With Lavon Coleman moving on to the pros, Salvon Ahmed will get his chance to shine in 2018.
Last season, the Washington Football team had a three-headed monster in its backfield. Junior back Myles Gaskin was the engine of the Huskies’ offense, and fellow ball-carrier Lavon Coleman was the workhorse tasked with spelling Gaskin. But freshman running back Salvon Ahmed was the wild card of the backfield. The newcomer carried the ball 61 times for 338 yards in 2017, and he also caught 13 balls for 71 yards.
While these numbers were not prolific on paper, Ahmed was lightning in a bottle whenever he touched the ball in 2017.
Ahmed, entering his sophomore season, is sure to see a higher share of touches, and his explosiveness on the outside should make him the perfect compliment to the tough inside running of Gaskin.
He will step into Coleman’s role from last year, and be the featured back in relief of Gaskin. But more importantly, he will get more opportunities to show off his skills in the UW offense, and be more than just a gadget player.
There’s no denying that Ahmed is fast. Really fast.

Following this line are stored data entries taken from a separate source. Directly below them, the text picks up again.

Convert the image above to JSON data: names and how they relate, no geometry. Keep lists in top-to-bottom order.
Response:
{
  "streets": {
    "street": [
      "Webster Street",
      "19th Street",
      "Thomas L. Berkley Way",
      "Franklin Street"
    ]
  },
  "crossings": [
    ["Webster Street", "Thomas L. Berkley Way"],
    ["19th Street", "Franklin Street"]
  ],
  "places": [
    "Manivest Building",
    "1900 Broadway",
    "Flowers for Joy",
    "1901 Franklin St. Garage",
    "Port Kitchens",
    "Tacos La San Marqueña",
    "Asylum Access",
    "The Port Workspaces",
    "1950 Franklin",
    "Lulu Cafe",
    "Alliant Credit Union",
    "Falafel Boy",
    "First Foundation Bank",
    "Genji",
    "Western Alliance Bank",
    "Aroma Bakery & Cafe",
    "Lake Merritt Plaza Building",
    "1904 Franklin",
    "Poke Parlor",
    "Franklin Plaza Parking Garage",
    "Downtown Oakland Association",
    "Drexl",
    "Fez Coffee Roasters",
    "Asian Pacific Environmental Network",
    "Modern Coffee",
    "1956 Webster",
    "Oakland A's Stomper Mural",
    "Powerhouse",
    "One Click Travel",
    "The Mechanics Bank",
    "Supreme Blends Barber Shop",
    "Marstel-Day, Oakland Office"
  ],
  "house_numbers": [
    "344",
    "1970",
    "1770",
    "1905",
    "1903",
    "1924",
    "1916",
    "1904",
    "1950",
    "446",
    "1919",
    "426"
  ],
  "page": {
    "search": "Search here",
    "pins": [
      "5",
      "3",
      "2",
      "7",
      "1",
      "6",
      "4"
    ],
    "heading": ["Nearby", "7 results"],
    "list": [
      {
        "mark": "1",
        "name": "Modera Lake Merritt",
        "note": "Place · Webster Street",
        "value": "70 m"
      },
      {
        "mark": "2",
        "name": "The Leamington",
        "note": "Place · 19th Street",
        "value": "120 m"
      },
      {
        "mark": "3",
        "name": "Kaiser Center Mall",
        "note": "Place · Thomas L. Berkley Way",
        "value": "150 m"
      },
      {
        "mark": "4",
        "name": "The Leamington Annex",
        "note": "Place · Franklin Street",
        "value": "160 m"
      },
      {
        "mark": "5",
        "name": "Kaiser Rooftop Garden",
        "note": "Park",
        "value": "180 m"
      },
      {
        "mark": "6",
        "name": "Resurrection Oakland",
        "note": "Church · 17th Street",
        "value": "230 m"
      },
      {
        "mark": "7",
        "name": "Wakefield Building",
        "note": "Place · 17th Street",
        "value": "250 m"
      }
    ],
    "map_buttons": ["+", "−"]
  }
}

Coming out of high school, Ahmed was the No.2 prospect in the state of Washington, per the ESPN300 rankings. He ran a 4.32 40-yard dash, best in the class of 2017, and recorded a 35.7-inch vertical jump.

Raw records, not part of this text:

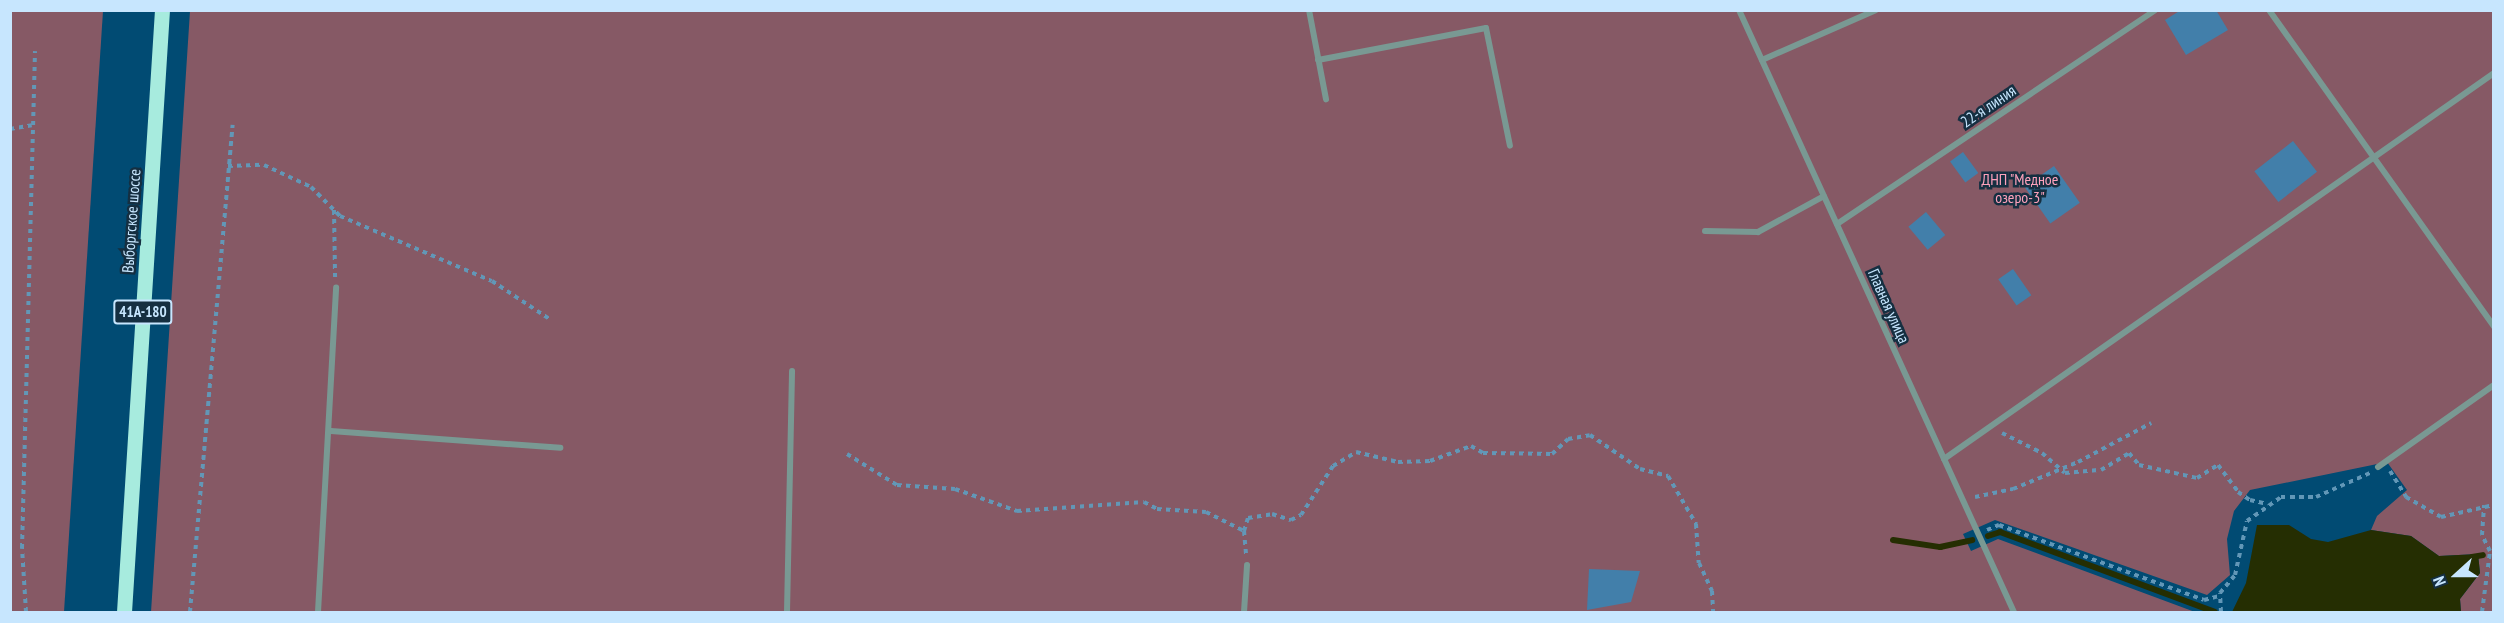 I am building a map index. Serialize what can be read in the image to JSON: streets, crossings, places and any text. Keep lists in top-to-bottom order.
{
  "streets": {
    "main road": ["Выборгское шоссе", "41А-180"],
    "street": ["22-я линия", "Главная улица"]
  },
  "crossings": [
    ["22-я линия", "Главная улица"]
  ],
  "parks": ["ДНП \"Медное озеро-3\""],
  "north": "left"
}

And last season, he used his speed to blaze past opposing defenders. The two best displays of his abilities came in games against Oregon and Washington State. Ahmed carried six times for a season-high 84 yards against the Ducks, including a 58-yard dash to the end zone, evading three defenders on his way to pay dirt. In the Apple Cup, he rushed for 82 yards, including a 27-yarder that got the ball down to the 1-yard line.

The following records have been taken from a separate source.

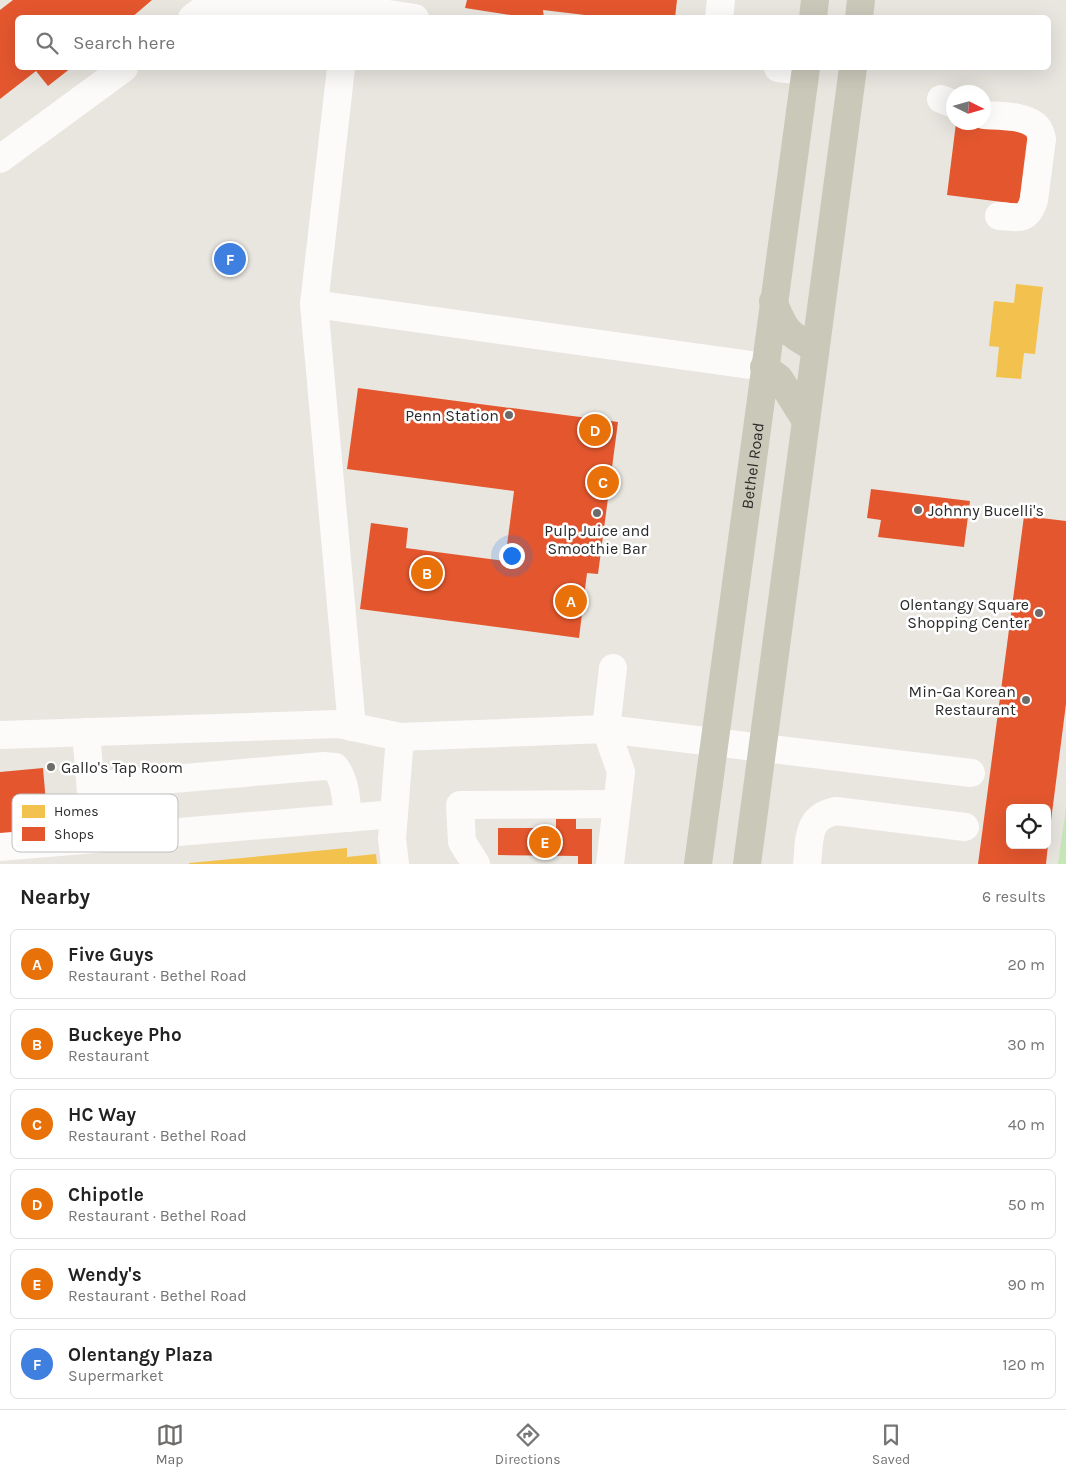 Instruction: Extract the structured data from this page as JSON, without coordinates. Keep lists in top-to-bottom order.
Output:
{
  "streets": {
    "main road": ["Bethel Road"]
  },
  "places": [
    "Penn Station",
    "Johnny Bucelli's",
    "Pulp Juice and Smoothie Bar",
    "Olentangy Square Shopping Center",
    "Min-Ga Korean Restaurant",
    "Gallo's Tap Room"
  ],
  "legend": ["Homes", "Shops"],
  "north": "right",
  "page": {
    "search": "Search here",
    "pins": [
      "F",
      "D",
      "C",
      "B",
      "A",
      "E"
    ],
    "heading": ["Nearby", "6 results"],
    "list": [
      {
        "mark": "A",
        "name": "Five Guys",
        "note": "Restaurant · Bethel Road",
        "value": "20 m"
      },
      {
        "mark": "B",
        "name": "Buckeye Pho",
        "note": "Restaurant",
        "value": "30 m"
      },
      {
        "mark": "C",
        "name": "HC Way",
        "note": "Restaurant · Bethel Road",
        "value": "40 m"
      },
      {
        "mark": "D",
        "name": "Chipotle",
        "note": "Restaurant · Bethel Road",
        "value": "50 m"
      },
      {
        "mark": "E",
        "name": "Wendy's",
        "note": "Restaurant · Bethel Road",
        "value": "90 m"
      },
      {
        "mark": "F",
        "name": "Olentangy Plaza",
        "note": "Supermarket",
        "value": "120 m"
      }
    ],
    "nav": ["Map", "Directions", "Saved"]
  }
}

Having run a 4.43 40 this offseason, he’s showing no signs of slowing down.
Though Salvon Ahmed is listed as a running back, he is far from a one-dimensional player. And that’s exactly what Chris Peterson was looking for when he recruited him. Unlike a Gaskin or a Coleman, the coaching staff saw Ahmed as a Swiss Army knife-type player. This was music to Ahmed’s ears.
“They said they can see me almost anywhere– receiver, running back, defensive back– so they just said they want to get me into the program and then they’d figure out different ways to use me,” Ahmed told Dawgman.com last year. “Honestly, I really don’t care where I play, I just want to play, so I like it that they can see me in different roles.”
Last season, Ahmed lined up all over the field, taking most of his handoffs on reverses as opposed to behind the quarterback. This allowed Ahmed to get a running start and get to top speed faster. And once he got to top gear, there was no catching him. However, he may see a bit more time in the traditional RB role given his upgraded position on the depth chart.
He also returned 15 kickoffs last season. His best two came against UCLA, when he had an 82-yard return early in the second quarter, and added a 40-yard runback in the fourth quarter.
With Gaskin leaving after next season, Ahmed may have to prepare for becoming the workhorse in time. It remains to be seen exactly how much of the load Ahmed is given with Gaskin entering his senior year. But he will first see time as the primary backup.
Coleman scored seven total touchdowns last season, four on the ground and three through the air. However, he only carried the ball 89 times and caught 13 passes. Relatively low numbers, but ones that make sense given the running back in front of him on the depth chart.
Ahmed will probably get a similar number of touches as Coleman did, with more emphasis on being a receiver. He’ll have to prove that he can do the most with the carries and targets he gets, considering the crop of other running backs and new receivers.
Regardless, Ahmed will be up to the task. The fact that he recorded only 26 offensive yards in last season’s Fiesta Bowl may add some fuel to the fire. But Ahmed has been set up nicely to become Washington Football’s next great running back, and the prospect of that should excite fans everywhere.